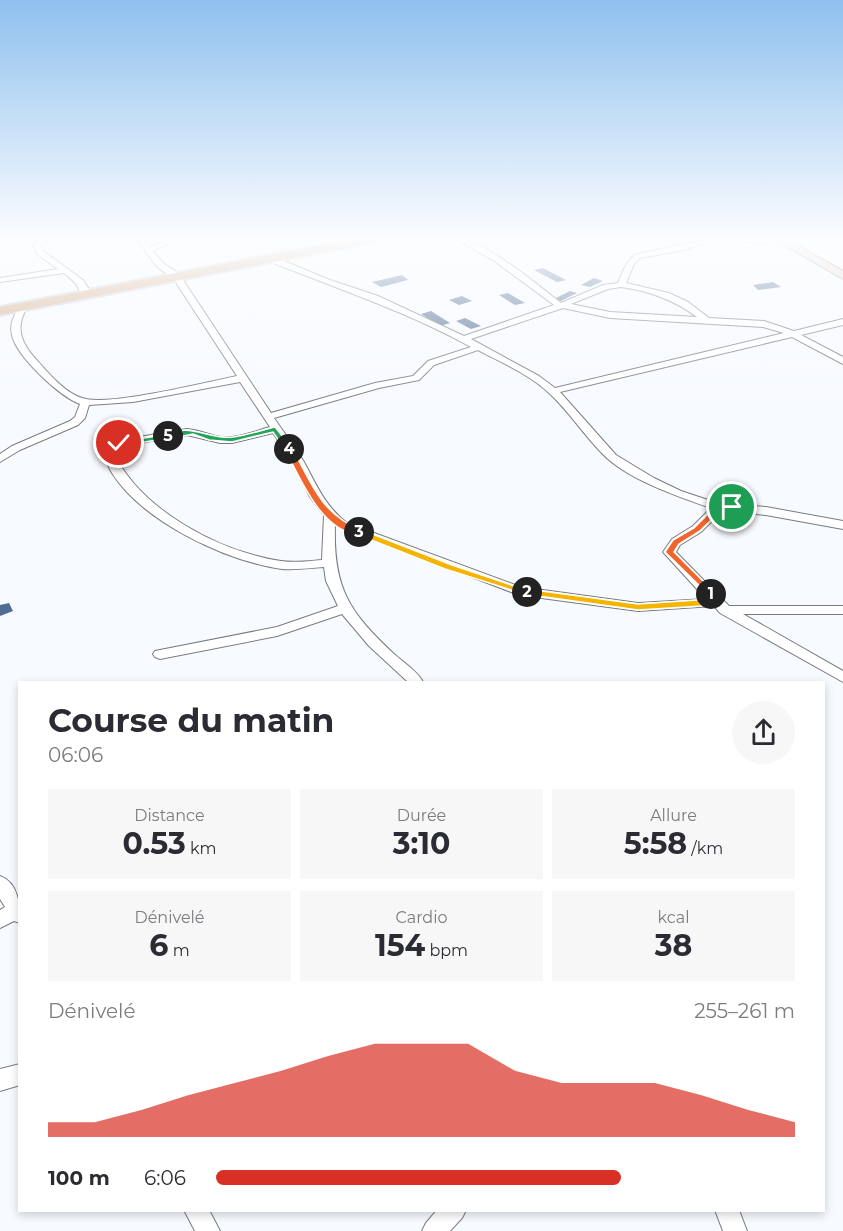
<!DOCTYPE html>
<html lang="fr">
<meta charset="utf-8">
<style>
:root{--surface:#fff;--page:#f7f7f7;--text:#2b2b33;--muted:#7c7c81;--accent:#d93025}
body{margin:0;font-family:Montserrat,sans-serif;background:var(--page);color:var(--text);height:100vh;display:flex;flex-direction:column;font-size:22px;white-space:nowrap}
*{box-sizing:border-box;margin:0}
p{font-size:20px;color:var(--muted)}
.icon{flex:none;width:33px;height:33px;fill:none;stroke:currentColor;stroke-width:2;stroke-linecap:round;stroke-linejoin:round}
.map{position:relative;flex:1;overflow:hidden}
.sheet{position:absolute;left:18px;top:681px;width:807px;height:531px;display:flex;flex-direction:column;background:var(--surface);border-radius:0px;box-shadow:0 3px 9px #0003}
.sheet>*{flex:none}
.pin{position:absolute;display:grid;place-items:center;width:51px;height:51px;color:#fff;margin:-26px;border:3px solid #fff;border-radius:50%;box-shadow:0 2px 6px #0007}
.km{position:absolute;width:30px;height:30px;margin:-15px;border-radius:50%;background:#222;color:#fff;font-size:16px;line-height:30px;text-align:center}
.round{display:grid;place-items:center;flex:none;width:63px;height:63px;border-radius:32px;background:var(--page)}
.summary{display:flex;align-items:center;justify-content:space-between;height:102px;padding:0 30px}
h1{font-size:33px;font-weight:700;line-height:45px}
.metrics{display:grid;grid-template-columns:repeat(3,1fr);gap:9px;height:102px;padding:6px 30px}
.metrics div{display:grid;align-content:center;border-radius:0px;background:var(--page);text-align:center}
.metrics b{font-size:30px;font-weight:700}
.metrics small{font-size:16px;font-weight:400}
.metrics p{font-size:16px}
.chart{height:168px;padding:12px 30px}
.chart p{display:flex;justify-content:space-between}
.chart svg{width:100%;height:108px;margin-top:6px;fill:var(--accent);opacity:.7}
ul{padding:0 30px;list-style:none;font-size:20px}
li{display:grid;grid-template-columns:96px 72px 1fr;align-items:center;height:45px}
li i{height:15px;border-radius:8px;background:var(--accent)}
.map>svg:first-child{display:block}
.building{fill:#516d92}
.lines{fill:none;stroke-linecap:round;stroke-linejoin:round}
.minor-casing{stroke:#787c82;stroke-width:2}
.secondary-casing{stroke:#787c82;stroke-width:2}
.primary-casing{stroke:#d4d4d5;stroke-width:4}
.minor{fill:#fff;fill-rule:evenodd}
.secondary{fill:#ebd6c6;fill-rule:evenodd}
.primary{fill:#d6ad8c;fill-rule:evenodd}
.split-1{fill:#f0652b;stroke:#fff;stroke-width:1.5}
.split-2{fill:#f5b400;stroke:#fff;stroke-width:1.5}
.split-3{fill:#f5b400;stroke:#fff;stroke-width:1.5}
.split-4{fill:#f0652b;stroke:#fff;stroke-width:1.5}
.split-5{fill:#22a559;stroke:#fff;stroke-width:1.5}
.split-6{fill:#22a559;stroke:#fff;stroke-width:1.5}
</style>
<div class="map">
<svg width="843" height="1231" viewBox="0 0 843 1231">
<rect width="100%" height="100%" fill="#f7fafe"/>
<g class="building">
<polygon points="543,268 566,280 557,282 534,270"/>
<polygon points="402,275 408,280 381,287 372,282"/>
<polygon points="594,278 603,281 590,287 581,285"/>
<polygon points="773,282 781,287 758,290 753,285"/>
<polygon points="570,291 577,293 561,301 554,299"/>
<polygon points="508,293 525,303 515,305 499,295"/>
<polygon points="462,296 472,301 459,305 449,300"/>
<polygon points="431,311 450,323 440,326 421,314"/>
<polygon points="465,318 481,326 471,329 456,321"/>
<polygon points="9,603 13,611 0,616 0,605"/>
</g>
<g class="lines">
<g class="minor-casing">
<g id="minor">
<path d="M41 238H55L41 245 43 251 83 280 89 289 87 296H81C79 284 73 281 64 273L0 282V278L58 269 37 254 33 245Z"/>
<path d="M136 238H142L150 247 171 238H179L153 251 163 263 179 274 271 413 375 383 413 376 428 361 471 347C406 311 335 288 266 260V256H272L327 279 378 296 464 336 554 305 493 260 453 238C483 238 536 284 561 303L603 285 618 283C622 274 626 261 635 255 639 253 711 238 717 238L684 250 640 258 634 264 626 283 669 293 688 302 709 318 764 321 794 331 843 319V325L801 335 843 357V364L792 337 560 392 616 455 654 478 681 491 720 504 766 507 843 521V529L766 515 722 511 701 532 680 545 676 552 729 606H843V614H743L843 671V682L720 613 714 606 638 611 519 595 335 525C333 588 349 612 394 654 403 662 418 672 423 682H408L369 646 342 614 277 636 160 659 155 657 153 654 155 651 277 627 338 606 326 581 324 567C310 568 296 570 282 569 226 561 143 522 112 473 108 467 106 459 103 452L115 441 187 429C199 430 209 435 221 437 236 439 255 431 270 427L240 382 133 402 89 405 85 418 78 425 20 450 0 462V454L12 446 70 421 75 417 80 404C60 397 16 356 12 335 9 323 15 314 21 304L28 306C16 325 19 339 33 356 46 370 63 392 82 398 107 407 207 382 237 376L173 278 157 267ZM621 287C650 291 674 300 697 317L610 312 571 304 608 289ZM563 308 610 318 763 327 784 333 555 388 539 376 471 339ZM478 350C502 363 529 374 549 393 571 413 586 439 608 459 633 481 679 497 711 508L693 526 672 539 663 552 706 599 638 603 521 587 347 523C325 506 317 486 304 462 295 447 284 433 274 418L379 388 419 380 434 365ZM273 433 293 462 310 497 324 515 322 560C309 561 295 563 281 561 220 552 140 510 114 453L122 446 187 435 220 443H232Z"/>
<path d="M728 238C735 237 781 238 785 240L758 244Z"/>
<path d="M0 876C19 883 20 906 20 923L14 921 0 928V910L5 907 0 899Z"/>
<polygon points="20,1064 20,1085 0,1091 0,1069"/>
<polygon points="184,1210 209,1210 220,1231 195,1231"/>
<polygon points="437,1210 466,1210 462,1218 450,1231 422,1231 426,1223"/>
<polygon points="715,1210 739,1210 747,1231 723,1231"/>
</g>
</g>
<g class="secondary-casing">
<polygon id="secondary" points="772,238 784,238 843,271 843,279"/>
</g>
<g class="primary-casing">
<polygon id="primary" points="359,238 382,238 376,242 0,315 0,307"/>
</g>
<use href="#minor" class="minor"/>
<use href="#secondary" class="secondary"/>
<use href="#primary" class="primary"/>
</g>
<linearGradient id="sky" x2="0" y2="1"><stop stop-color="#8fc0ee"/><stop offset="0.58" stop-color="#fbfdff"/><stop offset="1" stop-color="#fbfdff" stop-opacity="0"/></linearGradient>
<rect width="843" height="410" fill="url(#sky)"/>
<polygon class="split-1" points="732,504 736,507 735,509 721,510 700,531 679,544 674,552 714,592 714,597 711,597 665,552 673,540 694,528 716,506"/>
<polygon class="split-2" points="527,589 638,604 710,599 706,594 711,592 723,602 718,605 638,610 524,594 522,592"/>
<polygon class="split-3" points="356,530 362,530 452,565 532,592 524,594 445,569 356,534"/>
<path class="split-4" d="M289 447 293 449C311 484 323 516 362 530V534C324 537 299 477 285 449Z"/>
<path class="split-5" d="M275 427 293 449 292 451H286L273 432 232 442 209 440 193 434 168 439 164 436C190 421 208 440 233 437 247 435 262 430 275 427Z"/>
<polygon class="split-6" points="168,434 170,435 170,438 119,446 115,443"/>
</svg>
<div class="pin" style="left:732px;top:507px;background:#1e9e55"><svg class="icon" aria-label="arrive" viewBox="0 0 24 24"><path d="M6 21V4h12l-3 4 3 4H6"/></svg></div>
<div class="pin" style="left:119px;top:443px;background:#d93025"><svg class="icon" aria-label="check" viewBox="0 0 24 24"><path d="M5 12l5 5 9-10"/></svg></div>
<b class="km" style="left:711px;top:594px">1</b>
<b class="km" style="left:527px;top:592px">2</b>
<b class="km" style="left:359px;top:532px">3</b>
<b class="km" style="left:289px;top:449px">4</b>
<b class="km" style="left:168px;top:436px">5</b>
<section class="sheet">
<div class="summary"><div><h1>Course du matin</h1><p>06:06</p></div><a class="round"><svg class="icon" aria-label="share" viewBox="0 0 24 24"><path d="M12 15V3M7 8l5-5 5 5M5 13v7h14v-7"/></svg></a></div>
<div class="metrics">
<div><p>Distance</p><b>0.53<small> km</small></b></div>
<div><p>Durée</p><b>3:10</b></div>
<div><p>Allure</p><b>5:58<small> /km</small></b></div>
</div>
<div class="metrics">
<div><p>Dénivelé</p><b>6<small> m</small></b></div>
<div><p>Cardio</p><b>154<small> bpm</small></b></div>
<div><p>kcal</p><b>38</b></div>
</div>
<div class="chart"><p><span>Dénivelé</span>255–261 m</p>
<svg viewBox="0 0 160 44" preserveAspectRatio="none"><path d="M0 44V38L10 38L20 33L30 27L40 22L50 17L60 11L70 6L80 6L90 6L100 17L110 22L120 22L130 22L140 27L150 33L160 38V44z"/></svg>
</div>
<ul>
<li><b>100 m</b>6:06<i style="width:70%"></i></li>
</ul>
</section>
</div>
-*-
**YOUR OBJECTIVE:**
All lines in the listing above with the string "shadow" should be returned.

**SOLUTION TO THE EXERCISE:**
.sheet{position:absolute;left:18px;top:681px;width:807px;height:531px;display:flex;flex-direction:column;background:var(--surface);border-radius:0px;box-shadow:0 3px 9px #0003}
.pin{position:absolute;display:grid;place-items:center;width:51px;height:51px;color:#fff;margin:-26px;border:3px solid #fff;border-radius:50%;box-shadow:0 2px 6px #0007}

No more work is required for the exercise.